I've been looking around for a comprehensive and technical explanation of why discs fly the way they do and everything I've found has been either outright incorrect or not as technical as I wanted. Even if there is another good explanation out there, I want to make a good explanation easier to find on Google.
Therefore, I've compiled an explanation that to my knowledge shows technically how discs work. If any physicists out there catch any errors, please let me know, the last thing I want to do is look like a buffoon claiming that my wrong answer is right.
I should note that there is another post on this website about this topic, but 1) I want to use slightly more technical language and 2) I'm not confident that the effects it describes are entirely responsible for disc flight.
Part A: Rotational physics.
Here's a quick refresher on the physics of precession. Let's say you have a totally flat disc floating in space. When you spin the edge counter-clockwise, you are imparting a force F at a radius r. This creates a torque, T:
T = r x F
Using the right hand rule, point your four fingers along the radius of the disc and curl them towards the direction of force: your thumb points towards the torque vector. See Figure 1.
Figure 1.
Say the disc continues rotating counter-clockwise, and also has mass m. In this case, there is a velocity vector tangent to the disc at radius r. This creates an angular momentum, L:
L = m(r x v)
Similarly, point your four fingers on your right hand along the radius and curl towards the velocity: your thumb points towards the angular momentum vector. See Figure 2.
Figure 2.
Now, what happens if you put a force downward on the edge of the disc while it is spinning? First, we can establish that before you apply force, this disc has the same angular momentum of L. Then, our force at a radius creates a torque. This time, however, using the right hand rule we find that the torque, T, is along the radius of the disc. See Figure 3. In order to find the new angular momentum, we add the torque vector T and the previous angular momentum vector L (this is a simplification I think, but it works with the unit vectors and gives us the right idea). In Figure 3, this new angular momentum is Lnew.
Figure 3.
This means that while force is being applied downwards on the right edge of a disc spinning counter-clockwise, it will pitch away from the viewer. If you don't believe me, try it!
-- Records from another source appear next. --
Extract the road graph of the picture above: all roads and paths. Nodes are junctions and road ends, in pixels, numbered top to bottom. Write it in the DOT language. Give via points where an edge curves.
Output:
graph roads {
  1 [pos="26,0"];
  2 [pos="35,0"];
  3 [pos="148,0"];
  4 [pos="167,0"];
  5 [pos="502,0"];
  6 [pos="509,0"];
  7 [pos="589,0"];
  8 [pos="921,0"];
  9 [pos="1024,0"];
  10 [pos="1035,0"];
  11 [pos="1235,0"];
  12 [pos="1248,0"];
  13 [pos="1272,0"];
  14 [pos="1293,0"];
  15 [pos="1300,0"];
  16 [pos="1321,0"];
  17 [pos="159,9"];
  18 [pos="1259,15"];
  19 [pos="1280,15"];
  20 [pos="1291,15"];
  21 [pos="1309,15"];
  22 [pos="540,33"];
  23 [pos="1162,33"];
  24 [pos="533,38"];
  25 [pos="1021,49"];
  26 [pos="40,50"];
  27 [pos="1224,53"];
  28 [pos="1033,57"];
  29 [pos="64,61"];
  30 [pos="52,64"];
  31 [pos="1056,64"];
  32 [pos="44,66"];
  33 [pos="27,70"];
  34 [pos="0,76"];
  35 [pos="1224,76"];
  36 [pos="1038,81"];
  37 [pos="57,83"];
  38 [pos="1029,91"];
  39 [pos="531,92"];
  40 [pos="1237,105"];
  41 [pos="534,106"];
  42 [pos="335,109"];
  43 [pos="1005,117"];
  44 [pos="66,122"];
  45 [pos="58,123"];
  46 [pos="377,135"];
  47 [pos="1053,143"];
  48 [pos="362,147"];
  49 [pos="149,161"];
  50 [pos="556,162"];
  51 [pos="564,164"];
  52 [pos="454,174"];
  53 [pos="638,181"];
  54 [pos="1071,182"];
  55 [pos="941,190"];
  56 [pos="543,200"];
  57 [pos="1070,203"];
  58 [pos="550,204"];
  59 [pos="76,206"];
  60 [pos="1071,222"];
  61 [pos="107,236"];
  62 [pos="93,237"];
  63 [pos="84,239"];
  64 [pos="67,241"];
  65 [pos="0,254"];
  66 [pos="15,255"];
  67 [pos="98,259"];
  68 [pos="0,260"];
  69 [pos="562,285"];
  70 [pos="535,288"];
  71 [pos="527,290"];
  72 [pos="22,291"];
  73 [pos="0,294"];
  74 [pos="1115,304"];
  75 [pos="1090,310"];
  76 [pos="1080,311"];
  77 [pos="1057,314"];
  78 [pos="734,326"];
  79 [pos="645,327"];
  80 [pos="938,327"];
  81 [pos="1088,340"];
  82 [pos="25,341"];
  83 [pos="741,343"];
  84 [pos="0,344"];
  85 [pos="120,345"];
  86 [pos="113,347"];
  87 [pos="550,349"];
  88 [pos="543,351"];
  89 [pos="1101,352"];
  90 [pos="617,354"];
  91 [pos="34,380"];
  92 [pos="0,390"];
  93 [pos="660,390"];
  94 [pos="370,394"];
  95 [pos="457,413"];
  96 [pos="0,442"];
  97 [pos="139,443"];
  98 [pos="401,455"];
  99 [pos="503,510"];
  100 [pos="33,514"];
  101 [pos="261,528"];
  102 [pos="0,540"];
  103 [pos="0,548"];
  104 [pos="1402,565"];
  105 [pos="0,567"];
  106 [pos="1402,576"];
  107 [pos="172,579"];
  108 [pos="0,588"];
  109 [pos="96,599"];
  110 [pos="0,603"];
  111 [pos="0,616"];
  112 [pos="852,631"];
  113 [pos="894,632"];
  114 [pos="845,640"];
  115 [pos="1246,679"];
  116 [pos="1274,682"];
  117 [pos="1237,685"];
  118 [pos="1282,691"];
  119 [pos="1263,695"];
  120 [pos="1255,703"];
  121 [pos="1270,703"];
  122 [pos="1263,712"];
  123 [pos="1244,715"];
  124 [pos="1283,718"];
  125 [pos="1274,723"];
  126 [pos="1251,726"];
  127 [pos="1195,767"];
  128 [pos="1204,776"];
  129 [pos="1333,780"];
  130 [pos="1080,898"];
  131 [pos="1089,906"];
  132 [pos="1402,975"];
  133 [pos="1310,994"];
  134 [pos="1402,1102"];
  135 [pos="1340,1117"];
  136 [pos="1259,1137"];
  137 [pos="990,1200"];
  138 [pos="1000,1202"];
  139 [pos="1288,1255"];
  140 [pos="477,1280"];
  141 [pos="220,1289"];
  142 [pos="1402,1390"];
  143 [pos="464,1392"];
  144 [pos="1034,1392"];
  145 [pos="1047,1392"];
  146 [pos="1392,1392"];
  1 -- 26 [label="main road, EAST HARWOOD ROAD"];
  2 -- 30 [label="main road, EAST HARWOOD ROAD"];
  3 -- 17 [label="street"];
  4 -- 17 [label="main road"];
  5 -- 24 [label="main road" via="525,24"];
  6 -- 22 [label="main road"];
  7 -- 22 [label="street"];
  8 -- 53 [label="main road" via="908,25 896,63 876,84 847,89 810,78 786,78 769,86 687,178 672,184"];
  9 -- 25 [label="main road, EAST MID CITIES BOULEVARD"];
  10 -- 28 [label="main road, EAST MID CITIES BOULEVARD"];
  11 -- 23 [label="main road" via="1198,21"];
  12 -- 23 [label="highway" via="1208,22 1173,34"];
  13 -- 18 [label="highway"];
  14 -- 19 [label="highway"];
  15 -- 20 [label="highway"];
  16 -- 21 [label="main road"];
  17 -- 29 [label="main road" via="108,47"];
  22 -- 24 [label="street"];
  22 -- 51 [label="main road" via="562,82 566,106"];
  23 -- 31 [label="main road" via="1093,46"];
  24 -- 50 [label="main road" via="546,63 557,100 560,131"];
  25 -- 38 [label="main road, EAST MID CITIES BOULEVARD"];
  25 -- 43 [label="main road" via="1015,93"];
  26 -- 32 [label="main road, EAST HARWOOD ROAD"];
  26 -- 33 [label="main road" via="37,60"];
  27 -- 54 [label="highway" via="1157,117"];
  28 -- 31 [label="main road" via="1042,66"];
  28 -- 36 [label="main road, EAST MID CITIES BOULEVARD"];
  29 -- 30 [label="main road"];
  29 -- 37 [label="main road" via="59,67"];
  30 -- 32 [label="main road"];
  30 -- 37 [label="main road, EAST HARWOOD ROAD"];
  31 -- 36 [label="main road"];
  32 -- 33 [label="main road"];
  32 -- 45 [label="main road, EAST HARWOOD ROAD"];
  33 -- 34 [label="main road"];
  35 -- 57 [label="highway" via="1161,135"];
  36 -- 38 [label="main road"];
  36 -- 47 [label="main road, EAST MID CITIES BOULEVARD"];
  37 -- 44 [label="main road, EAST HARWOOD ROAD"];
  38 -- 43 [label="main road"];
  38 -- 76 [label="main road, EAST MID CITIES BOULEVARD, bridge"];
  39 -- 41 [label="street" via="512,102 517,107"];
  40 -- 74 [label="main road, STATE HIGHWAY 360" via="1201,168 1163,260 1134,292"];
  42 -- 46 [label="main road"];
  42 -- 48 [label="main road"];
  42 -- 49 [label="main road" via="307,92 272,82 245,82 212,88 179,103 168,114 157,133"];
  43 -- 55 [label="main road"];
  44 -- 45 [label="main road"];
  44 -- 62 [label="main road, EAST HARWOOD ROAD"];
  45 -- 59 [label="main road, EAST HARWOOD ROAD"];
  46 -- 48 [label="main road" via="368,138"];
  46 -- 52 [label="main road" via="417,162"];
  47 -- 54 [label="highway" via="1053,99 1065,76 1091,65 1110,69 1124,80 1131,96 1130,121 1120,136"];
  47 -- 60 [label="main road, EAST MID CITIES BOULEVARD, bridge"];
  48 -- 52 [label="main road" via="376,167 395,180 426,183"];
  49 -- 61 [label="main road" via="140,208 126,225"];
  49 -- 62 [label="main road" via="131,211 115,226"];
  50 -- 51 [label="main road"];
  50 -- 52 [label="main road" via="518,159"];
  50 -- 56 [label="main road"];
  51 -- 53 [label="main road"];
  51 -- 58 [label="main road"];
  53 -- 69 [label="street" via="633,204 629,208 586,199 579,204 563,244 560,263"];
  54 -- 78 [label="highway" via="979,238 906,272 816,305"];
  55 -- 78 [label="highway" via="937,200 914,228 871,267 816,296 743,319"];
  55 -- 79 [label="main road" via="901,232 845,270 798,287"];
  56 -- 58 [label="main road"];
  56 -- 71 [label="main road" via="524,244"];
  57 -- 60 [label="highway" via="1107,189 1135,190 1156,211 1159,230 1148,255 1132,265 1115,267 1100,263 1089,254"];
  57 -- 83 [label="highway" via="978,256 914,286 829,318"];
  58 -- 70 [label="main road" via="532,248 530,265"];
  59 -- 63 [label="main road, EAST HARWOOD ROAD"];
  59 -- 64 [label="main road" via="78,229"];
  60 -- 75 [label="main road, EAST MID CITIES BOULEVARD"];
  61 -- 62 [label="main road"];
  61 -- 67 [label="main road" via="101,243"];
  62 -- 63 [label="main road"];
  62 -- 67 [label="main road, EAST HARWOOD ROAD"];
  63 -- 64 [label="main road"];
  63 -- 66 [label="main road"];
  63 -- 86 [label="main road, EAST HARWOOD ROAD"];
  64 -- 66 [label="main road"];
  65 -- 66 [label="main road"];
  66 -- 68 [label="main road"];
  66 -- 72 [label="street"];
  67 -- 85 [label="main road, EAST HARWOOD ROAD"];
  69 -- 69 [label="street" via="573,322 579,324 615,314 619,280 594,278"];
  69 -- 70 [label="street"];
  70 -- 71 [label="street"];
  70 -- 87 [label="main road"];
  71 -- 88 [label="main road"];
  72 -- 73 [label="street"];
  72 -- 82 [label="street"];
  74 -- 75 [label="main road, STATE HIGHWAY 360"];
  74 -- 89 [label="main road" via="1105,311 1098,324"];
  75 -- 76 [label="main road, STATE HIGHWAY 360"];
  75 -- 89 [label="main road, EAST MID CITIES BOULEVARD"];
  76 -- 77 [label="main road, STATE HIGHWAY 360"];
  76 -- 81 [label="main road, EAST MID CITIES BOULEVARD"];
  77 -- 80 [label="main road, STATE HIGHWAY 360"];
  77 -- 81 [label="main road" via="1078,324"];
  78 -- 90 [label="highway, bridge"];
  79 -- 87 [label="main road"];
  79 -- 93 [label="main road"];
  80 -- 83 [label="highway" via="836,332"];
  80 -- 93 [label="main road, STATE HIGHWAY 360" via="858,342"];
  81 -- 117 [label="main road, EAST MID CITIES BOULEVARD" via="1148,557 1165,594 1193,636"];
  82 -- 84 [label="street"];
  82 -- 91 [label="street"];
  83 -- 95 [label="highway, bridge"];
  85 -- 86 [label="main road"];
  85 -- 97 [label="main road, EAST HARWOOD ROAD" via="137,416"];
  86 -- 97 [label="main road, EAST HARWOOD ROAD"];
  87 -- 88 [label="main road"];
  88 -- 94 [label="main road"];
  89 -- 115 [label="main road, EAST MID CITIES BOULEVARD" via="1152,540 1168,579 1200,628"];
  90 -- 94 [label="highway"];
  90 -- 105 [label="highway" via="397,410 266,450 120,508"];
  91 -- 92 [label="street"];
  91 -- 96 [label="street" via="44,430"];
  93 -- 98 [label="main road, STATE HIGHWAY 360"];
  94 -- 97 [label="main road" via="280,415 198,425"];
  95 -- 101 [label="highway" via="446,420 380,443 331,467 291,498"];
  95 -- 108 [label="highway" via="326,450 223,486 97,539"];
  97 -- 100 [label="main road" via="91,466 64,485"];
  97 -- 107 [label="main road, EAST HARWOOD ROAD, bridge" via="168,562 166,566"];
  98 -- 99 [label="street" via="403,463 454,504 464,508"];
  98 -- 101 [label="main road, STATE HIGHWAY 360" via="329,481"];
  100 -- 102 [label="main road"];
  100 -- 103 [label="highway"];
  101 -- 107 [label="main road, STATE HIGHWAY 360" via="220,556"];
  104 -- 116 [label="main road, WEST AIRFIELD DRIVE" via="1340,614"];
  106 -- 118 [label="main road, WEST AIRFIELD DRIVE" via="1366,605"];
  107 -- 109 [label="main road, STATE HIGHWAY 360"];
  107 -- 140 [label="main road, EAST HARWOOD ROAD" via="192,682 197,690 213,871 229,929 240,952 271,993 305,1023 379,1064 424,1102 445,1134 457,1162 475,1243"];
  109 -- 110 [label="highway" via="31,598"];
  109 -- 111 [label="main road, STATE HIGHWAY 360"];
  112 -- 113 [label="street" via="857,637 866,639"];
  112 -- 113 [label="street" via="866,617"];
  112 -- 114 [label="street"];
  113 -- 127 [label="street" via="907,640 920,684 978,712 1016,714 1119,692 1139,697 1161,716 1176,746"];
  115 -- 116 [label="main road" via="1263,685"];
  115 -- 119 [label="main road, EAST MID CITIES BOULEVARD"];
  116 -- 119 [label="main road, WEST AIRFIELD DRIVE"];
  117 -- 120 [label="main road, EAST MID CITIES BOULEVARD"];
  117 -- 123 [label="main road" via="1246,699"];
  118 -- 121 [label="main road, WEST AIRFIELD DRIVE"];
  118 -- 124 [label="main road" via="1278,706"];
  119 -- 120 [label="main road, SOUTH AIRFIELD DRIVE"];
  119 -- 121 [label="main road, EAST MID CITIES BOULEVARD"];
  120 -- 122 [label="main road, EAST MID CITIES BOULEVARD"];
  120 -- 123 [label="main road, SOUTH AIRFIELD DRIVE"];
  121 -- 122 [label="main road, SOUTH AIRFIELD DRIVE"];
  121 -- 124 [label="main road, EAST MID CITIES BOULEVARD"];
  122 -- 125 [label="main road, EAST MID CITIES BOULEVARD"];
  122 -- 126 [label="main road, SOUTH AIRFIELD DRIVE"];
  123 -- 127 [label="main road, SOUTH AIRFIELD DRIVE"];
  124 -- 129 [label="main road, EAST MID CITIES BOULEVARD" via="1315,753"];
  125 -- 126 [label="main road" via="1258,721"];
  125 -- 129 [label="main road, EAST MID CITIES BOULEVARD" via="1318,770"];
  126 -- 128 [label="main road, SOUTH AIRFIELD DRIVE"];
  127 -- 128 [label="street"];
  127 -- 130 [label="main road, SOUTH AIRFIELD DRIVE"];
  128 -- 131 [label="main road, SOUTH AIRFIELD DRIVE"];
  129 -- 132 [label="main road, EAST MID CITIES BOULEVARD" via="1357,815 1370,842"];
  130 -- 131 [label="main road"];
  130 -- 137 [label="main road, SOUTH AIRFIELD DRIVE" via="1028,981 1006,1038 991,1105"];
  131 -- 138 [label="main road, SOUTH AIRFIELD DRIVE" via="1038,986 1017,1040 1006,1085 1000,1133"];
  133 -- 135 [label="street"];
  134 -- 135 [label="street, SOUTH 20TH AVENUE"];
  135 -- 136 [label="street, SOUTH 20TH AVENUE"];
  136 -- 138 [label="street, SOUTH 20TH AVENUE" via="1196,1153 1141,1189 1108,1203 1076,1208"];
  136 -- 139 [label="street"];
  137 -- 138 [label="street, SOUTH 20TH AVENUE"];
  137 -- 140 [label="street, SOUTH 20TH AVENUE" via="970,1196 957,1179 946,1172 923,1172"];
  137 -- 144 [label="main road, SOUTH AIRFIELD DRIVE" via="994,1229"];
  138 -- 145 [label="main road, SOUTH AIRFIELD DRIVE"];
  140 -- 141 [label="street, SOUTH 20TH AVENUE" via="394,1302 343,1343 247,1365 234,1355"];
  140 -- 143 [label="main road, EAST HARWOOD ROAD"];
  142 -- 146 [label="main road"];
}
Spin a disc on your finger in that manner. If you tap the right edge of it while spinning, it will fall away from you.
Likewise, if that force is upwards, the disc will pitch towards the viewer.
Part B: Application to straight-flying discs.
In this section, assume that the disc is released with a velocity parallel to the ground and with its center axis orthogonal to the ground.
How does this affect disc flight? This is where parting line height (PLH) comes in. For our purposes, the parting line height will be the height at which the side of the disc begins to curve back towards the disc.
Figure 4 shows two extremes of PLH. Disc 1 has a PLH all the way at the top of the disc, and disc 2 has a PLH all the way at the bottom. Imagine both discs are released so that air is coming straight at them, as the figure shows.
Figure 4.
Zooming in, imagine that air is made up of little individual frictionless balls, each of which behave about the same way (this is a valid assumption). Each ball has a velocity, Fair (mistakenly thought it was a force initially, bear with me). When it contacts the disc, it imparts a resultant force, Fr, which is perpendicular to the surface of the disc because there is no friction. See Figure 5.
Figure 5.
Let's break down Fr for both disc shapes. For disc 1, there is a force upward, F1, and a force to the left, which is just drag. For disc 2, there is a force downward, F2, and drag. See Figure 5.
Remember what happens with a downward/upward force on the edge of a disc: it pitches forward or backward.
In this case, as a result of the forces applied to them from air, disc 1 will pitch towards from the viewer, and disc 2 will pitch away from the viewer. Disc 1 is OVERSTABLE, disc 2 is UNDERSTABLE.
This is why discs with a high PLH are overstable, and discs with a low PLH are understable.
Part C: Application to falling discs.
You may have seen a glaring omission in the previous section: if air causes (RHBH) understable discs to pitch right, how is it they can "recover" and fade left?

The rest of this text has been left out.